[Try it] Report each line from the entries in which "Московская" can be found.

[Information supplied]
====
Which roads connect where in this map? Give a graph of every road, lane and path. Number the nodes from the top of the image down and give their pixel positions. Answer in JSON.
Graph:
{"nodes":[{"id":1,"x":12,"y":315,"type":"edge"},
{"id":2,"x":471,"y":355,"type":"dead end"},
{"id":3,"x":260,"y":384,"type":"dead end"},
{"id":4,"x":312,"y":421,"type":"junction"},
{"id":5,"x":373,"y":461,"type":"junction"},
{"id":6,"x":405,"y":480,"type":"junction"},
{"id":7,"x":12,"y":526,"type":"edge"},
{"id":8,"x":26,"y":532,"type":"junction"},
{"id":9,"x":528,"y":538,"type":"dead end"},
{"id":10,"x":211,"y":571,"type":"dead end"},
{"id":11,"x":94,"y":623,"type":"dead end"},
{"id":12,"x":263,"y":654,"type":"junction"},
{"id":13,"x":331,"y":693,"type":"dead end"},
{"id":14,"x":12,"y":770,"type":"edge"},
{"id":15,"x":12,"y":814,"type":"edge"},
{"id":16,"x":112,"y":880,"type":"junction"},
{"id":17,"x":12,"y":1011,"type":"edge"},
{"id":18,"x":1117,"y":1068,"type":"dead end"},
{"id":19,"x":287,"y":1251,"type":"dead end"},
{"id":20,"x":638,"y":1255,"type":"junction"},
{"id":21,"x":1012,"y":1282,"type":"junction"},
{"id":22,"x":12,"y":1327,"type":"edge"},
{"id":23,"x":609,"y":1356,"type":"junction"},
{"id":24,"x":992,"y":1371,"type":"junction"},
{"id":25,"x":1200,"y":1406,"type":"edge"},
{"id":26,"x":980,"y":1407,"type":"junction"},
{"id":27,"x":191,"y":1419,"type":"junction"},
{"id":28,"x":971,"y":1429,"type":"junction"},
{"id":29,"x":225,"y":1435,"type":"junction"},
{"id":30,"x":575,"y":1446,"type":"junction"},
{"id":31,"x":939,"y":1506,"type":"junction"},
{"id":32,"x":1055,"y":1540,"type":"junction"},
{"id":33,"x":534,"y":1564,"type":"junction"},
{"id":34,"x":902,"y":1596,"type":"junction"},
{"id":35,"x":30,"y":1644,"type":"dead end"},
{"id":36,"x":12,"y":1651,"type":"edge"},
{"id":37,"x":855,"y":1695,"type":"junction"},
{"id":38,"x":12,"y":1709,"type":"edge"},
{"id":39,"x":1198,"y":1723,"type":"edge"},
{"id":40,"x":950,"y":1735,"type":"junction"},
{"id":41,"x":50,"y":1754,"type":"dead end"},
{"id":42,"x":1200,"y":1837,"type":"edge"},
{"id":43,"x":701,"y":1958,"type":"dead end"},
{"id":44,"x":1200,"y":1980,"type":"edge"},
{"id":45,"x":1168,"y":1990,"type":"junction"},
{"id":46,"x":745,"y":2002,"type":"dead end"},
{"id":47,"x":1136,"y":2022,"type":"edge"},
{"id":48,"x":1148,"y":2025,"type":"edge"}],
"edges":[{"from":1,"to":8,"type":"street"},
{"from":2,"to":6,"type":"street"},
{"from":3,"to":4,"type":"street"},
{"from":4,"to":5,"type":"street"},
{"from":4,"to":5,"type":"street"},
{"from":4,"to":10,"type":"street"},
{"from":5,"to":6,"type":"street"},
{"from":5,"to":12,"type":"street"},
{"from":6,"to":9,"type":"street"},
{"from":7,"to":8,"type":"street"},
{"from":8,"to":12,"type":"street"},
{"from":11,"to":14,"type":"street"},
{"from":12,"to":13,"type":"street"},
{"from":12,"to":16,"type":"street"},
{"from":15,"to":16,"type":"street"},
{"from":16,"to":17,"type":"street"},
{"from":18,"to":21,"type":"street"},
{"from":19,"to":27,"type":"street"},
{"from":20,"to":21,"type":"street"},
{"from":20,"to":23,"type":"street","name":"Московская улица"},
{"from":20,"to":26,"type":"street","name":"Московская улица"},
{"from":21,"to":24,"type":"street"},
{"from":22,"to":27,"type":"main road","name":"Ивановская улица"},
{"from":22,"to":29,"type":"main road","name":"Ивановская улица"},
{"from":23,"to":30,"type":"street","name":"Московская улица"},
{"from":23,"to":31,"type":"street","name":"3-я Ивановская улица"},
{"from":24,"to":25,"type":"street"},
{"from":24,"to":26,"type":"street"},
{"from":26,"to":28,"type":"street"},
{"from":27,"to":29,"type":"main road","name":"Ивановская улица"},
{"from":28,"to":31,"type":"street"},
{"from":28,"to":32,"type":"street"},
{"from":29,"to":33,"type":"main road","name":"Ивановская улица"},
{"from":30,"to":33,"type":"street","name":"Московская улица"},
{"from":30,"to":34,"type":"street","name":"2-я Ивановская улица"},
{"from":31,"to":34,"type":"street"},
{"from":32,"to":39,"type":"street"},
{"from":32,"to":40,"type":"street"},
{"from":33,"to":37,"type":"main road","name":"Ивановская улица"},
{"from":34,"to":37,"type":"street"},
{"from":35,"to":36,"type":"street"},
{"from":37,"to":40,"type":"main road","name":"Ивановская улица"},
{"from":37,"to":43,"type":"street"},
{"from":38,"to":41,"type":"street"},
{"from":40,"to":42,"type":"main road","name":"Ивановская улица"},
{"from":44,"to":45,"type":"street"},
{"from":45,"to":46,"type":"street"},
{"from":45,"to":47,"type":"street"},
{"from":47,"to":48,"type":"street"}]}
====
[Response to the exercise]
{"from":20,"to":23,"type":"street","name":"Московская улица"},
{"from":20,"to":26,"type":"street","name":"Московская улица"},
{"from":23,"to":30,"type":"street","name":"Московская улица"},
{"from":30,"to":33,"type":"street","name":"Московская улица"},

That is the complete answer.